Curry's Philosophy:
Formalism
This article is out of sequence: he assumes you know what Hilbert's Program is and what (Brouwer's) intuitionism is. We'll read those next, but Curry is so much more straightforward that even his off-hand remarks serve as useful orientation.
In addition, of all the reactions to the failure of logicism, Curry's formalism is the most straightforward.
The view should just be called formalism, which is what Curry calls it. But, unfortunately, Hilbert's view is called formalism, though the name applies better to Curry's view. Hilbert got there first, and so we're stuck.
I will always refer to views like that of Curry (even slightly different views held by others) as Curry's formalism, and I will avoid calling Hilbert's philosophy of mathematics formalism.
You need to be aware in reading the works of others that the term "formalism" is ambiguous. You need to check.
Curry calls certain views realism, Platonism, and so forth. His terminology is completely wrong. (He didn't make any mistakes, things just haven't gone his way terminologically.)
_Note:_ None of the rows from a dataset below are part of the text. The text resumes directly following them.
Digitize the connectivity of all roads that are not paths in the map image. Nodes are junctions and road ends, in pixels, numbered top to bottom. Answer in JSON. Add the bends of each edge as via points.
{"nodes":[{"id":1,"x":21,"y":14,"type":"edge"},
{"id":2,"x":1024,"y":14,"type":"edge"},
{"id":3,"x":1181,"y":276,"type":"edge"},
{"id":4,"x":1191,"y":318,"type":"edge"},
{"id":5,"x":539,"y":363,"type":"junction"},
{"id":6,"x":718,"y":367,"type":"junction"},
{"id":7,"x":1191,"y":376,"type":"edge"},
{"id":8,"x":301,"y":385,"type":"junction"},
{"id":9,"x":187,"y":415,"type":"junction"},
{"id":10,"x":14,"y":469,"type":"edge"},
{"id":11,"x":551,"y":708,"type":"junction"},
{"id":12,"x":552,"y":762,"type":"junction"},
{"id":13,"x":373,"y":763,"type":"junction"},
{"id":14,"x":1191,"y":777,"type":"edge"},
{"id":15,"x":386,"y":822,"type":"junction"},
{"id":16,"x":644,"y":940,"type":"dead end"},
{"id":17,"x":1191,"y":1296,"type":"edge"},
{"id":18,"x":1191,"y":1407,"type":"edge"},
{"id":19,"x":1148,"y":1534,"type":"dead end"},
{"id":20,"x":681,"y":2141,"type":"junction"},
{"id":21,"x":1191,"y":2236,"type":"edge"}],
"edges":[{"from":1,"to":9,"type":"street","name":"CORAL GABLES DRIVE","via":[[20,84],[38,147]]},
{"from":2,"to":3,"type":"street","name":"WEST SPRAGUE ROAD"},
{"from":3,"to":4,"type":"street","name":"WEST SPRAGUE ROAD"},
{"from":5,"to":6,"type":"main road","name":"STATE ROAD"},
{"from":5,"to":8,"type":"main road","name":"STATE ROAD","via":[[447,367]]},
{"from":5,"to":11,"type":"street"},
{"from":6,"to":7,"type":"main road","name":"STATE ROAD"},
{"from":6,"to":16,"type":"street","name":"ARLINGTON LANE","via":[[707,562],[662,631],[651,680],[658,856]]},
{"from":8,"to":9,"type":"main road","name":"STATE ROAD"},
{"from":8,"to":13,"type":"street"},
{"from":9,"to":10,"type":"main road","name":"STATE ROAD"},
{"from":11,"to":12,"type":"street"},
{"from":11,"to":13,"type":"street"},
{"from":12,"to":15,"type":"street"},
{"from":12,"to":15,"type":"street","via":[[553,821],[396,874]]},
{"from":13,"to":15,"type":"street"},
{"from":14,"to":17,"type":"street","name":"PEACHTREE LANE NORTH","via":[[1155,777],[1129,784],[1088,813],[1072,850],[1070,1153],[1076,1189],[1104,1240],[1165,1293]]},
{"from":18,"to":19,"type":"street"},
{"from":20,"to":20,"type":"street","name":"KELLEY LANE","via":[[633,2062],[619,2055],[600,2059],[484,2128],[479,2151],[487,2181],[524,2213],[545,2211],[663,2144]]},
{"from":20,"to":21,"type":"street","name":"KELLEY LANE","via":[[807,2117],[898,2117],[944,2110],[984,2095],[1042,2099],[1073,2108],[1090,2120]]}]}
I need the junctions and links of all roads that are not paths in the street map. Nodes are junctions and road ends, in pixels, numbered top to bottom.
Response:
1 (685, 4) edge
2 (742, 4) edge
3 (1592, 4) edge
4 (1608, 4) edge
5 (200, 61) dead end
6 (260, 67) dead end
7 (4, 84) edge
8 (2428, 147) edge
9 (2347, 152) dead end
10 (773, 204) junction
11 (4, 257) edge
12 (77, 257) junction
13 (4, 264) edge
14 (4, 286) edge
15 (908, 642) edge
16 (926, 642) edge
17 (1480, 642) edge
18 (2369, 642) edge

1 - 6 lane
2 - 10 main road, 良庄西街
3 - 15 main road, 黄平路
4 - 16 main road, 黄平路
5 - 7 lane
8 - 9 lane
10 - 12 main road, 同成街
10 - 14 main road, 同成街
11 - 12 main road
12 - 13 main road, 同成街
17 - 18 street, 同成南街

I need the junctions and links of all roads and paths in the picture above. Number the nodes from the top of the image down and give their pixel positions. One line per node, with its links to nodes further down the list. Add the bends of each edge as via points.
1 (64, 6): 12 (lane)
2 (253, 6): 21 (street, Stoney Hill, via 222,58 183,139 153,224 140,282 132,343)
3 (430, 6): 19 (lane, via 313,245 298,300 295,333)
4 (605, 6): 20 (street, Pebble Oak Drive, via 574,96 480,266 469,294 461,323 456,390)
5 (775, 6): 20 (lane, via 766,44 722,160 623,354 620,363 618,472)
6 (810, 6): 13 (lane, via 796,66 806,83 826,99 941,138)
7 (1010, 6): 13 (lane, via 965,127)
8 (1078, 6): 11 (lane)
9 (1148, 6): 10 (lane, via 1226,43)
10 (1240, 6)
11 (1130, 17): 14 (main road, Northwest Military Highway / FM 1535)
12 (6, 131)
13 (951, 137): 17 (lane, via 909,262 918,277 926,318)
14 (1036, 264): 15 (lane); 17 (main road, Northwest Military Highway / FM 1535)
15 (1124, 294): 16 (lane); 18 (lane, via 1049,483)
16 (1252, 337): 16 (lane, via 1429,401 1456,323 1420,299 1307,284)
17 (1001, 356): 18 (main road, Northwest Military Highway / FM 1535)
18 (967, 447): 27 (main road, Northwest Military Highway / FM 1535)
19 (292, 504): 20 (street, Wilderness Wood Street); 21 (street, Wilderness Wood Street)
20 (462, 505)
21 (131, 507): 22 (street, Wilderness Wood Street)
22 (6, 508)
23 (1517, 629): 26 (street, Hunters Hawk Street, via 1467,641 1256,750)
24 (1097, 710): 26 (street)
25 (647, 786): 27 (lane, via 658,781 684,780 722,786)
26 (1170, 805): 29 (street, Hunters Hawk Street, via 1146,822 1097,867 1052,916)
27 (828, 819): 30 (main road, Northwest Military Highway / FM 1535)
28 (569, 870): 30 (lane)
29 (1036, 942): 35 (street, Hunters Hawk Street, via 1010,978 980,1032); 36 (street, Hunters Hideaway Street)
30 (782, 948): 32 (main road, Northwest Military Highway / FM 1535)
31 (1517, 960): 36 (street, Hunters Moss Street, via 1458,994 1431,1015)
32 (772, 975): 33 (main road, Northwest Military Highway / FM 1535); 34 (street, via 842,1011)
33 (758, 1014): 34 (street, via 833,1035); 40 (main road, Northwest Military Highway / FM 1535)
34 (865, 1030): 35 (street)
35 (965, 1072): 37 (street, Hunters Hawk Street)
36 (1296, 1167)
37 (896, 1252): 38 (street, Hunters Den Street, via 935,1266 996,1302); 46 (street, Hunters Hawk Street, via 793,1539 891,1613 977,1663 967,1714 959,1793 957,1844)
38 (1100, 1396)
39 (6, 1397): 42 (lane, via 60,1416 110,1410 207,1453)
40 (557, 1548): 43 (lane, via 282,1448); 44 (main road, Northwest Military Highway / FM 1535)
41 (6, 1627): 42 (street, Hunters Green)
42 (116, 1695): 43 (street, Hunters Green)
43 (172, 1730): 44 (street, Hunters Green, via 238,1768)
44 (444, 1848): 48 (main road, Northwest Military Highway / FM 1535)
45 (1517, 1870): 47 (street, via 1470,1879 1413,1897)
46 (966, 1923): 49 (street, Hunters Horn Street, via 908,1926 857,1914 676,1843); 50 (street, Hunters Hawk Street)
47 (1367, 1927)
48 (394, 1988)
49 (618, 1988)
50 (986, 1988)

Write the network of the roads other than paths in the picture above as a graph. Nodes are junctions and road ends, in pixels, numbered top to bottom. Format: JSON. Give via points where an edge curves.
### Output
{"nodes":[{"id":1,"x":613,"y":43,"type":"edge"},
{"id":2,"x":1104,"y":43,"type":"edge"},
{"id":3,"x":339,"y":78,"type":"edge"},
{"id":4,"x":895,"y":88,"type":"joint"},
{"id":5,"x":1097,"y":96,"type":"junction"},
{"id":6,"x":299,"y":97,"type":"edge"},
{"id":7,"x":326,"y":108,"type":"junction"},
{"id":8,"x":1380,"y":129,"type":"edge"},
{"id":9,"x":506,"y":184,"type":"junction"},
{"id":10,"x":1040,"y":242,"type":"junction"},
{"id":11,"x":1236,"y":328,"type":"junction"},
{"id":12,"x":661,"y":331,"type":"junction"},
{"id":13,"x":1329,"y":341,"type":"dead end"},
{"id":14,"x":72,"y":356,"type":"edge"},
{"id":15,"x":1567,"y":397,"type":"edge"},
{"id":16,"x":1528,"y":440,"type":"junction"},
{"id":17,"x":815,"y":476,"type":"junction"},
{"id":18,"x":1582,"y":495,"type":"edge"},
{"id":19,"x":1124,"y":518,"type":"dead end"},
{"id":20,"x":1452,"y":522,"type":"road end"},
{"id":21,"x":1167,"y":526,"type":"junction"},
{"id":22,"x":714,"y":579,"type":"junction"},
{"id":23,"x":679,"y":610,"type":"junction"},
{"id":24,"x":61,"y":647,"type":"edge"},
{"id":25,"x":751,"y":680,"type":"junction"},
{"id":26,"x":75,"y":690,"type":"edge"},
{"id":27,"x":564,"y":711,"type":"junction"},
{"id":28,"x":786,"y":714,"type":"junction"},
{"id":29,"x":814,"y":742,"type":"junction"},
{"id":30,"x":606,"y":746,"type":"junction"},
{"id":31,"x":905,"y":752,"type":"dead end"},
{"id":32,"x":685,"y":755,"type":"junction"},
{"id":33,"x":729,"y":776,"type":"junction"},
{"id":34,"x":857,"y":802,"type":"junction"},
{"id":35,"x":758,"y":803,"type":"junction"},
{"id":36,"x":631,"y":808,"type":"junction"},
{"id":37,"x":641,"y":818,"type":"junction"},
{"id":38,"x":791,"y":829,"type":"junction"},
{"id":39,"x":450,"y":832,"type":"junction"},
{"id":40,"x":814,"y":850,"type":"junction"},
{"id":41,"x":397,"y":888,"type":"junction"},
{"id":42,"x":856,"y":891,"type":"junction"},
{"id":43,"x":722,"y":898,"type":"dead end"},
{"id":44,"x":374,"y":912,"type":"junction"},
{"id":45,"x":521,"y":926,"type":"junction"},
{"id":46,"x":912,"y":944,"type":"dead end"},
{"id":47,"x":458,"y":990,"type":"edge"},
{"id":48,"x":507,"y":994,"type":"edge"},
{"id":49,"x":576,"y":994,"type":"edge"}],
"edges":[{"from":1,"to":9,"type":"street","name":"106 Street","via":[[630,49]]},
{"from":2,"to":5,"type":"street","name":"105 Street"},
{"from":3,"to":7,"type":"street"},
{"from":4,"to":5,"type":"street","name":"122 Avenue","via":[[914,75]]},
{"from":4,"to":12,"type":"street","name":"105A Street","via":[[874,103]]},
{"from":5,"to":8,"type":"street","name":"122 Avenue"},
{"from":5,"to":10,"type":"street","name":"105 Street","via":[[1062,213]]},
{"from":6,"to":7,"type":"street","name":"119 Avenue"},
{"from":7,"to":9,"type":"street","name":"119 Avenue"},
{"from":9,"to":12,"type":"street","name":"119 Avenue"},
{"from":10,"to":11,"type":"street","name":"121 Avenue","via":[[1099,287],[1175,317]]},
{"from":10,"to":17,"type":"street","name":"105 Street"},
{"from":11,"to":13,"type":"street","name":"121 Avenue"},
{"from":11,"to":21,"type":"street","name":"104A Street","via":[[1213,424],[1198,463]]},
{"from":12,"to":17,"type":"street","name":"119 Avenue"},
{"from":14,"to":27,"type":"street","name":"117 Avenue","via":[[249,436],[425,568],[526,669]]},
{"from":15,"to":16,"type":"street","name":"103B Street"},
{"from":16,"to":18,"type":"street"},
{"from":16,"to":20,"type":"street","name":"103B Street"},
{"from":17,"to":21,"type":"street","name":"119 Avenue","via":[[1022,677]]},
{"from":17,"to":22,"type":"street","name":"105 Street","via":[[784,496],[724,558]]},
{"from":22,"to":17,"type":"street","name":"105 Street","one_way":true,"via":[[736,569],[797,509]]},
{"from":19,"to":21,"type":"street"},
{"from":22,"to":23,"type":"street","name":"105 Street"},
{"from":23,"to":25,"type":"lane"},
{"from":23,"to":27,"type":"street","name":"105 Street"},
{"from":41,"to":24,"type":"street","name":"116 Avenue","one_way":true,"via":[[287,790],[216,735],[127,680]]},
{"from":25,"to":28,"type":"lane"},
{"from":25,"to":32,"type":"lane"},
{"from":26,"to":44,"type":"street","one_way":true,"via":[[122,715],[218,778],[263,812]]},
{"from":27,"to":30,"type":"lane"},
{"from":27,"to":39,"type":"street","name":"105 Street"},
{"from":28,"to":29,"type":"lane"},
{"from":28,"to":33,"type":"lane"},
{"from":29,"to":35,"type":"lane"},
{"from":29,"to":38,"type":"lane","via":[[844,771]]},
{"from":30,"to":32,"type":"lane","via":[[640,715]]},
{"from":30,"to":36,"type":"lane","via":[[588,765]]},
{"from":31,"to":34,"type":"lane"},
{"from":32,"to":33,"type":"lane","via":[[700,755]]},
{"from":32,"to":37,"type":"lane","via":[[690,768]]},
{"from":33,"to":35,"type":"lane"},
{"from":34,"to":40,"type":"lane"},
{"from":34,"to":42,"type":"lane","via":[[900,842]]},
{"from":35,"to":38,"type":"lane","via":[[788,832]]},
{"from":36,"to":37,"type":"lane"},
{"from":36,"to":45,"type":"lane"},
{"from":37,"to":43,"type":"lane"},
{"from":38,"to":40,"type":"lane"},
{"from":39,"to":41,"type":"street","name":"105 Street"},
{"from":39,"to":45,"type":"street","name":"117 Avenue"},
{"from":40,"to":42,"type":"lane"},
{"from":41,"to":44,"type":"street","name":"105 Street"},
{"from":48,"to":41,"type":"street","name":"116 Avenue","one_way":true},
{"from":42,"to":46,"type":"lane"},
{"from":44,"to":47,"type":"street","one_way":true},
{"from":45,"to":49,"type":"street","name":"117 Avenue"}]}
There is an obvious response to the problem with the logicist view; a response that was at one time advocated by Curry:
Russell, following Peano, and Frege, on his own, developed complete formal notations in which all of mathematics can be represented and all mathematical proofs carried out. They thought the notation was logical, and that didn't work out so well. However, we still have the notation, which is given quasi-concretely and precisely. So, there is an obvious proposal: give up on logic and retreat to the symbol system. What arithmetic is about is Peano's axioms. A "proof" is just a sequence of symbols obeying certain rules. A "theorem" is just the last line of a "proof."
This view was roundly criticized for many reasons:
- Mathematics is, on this view, just a game of symbol manipulation. It expresses no propositions, and so it doesn't even include any candidates for mathematical truth. "2+2=4" is, on this view, more like a legal position in a game than it is like a true statement. The short version of the criticism is that the view fails to distinguish mathematics from chess.
- The Löwenheim-Skolem theorem, which says that every theory that has an infinite model has infinitely many distinct infinite models, shows that, for example, the Peano axioms don't characterize the natural numbers, and so aren't really an adequate ersatz for them.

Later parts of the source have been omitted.